时间:2018-12-08 作者:英语课 分类:2018年VOA慢速英语(三)月


英语课

 


Wildlife researchers in Georgia and Florida are concerned about the population of endangered whales. The winter birthing season just ended, but no newborn sightings have been reported.


There are currently an estimated 450 North Atlantic right whales.


Since December, researchers have been looking for newborns off the coasts of Georgia and Florida. Each winter, pregnant female whales migrate to the area to give birth in warmer waters, usually from December to late March.


Barb Zoodsma oversees the right whale recovery program for the National Marine Fisheries Service in the southeastern United States.

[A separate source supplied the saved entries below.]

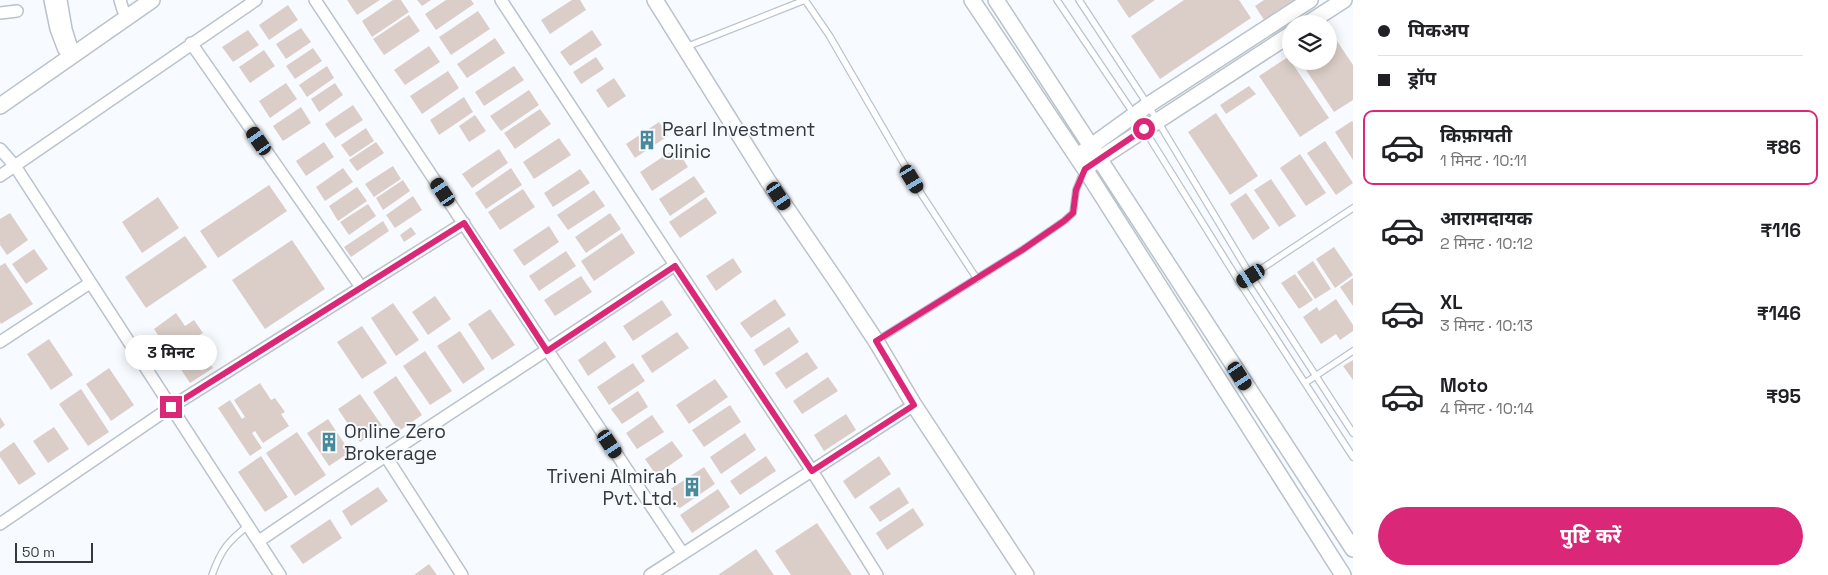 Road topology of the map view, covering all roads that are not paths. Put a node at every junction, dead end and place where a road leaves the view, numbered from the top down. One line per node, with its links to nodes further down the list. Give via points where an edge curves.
1 (50, 0): 23 (street, via 56,29)
2 (61, 0): 23 (street)
3 (138, 0): 16 (street)
4 (152, 0): 23 (street)
5 (256, 0): 21 (street)
6 (314, 0): 36 (street)
7 (501, 0): 37 (street)
8 (655, 0): 22 (street)
9 (805, 0): 22 (lane); 39 (lane)
10 (972, 0): 32 (street)
11 (996, 0): 31 (street)
12 (1057, 0): 27 (lane)
13 (1079, 0): 25 (lane)
14 (1310, 0): 25 (street)
15 (1342, 1): 19 (street)
16 (122, 5): 23 (street)
17 (17, 11): 18 (street)
18 (0, 13)
19 (1321, 15)
20 (1282, 40): 28 (street)
21 (191, 44): 33 (street); 42 (street)
22 (686, 48): 43 (street, via 768,181)
23 (69, 51): 24 (street); 26 (street)
24 (0, 95)
25 (1148, 105): 27 (street); 28 (lane)
26 (0, 106)
27 (1133, 115): 29 (lane); 31 (street)
28 (1158, 121): 29 (street); 38 (lane)
29 (1144, 129): 31 (street); 41 (lane)
30 (0, 149): 33 (street)
31 (1094, 153): 32 (street); 58 (street)
32 (1081, 163): 39 (lane, via 1072,215); 66 (street)
33 (15, 166): 34 (street); 40 (street)
34 (0, 176)
35 (1353, 208): 38 (lane)
36 (464, 223): 42 (street); 45 (street)
37 (675, 266): 45 (street); 54 (street)
38 (1251, 276): 41 (lane); 47 (lane)
39 (977, 279): 43 (lane)
40 (90, 283): 44 (street); 50 (street)
41 (1240, 283): 48 (lane)
42 (361, 287): 50 (street)
43 (876, 341): 49 (street)
44 (0, 342)
45 (547, 351): 52 (street); 59 (street)
46 (1353, 352): 47 (lane)
47 (1316, 376): 48 (lane); 51 (lane)
48 (1305, 383): 53 (lane)
49 (914, 405): 54 (street); 65 (street)
50 (171, 407): 55 (street); 56 (street)
51 (1353, 433)
52 (385, 455): 57 (street); 62 (street)
53 (1353, 457)
54 (812, 471): 59 (street); 64 (street)
55 (0, 524)
56 (249, 526): 57 (street); 60 (lane, via 231,539 218,558)
57 (259, 540): 61 (street)
58 (1353, 549)
59 (683, 554): 63 (street)
60 (212, 575)
61 (280, 575)
62 (462, 575)
63 (650, 575)
64 (877, 575)
65 (1026, 575)
66 (1342, 575)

“It’s a pivotal moment for right whales,” Zoodsma said. “If we don’t get serious and figure this out, it very well could be the beginning of the end.”


Last year, the number of right whale deaths was greater than the number of births. In the U.S. and Canada, there were 17 right whale deaths recorded, while only five right whale births were reported.


Research on the whales have found that most female right whales are only living only to half their expected years. Research on the whales that gave birth last year showed that they were having babies for the first time in seven or eight years. That is more than double the usual time between pregnancies.


Philip Hamilton is a scientist at the New England Aquarium in Boston. Hamilton has studied right whales for 30 years.


He said, “Following a year of such high mortality, it’s clear the population can’t sustain that trajectory.”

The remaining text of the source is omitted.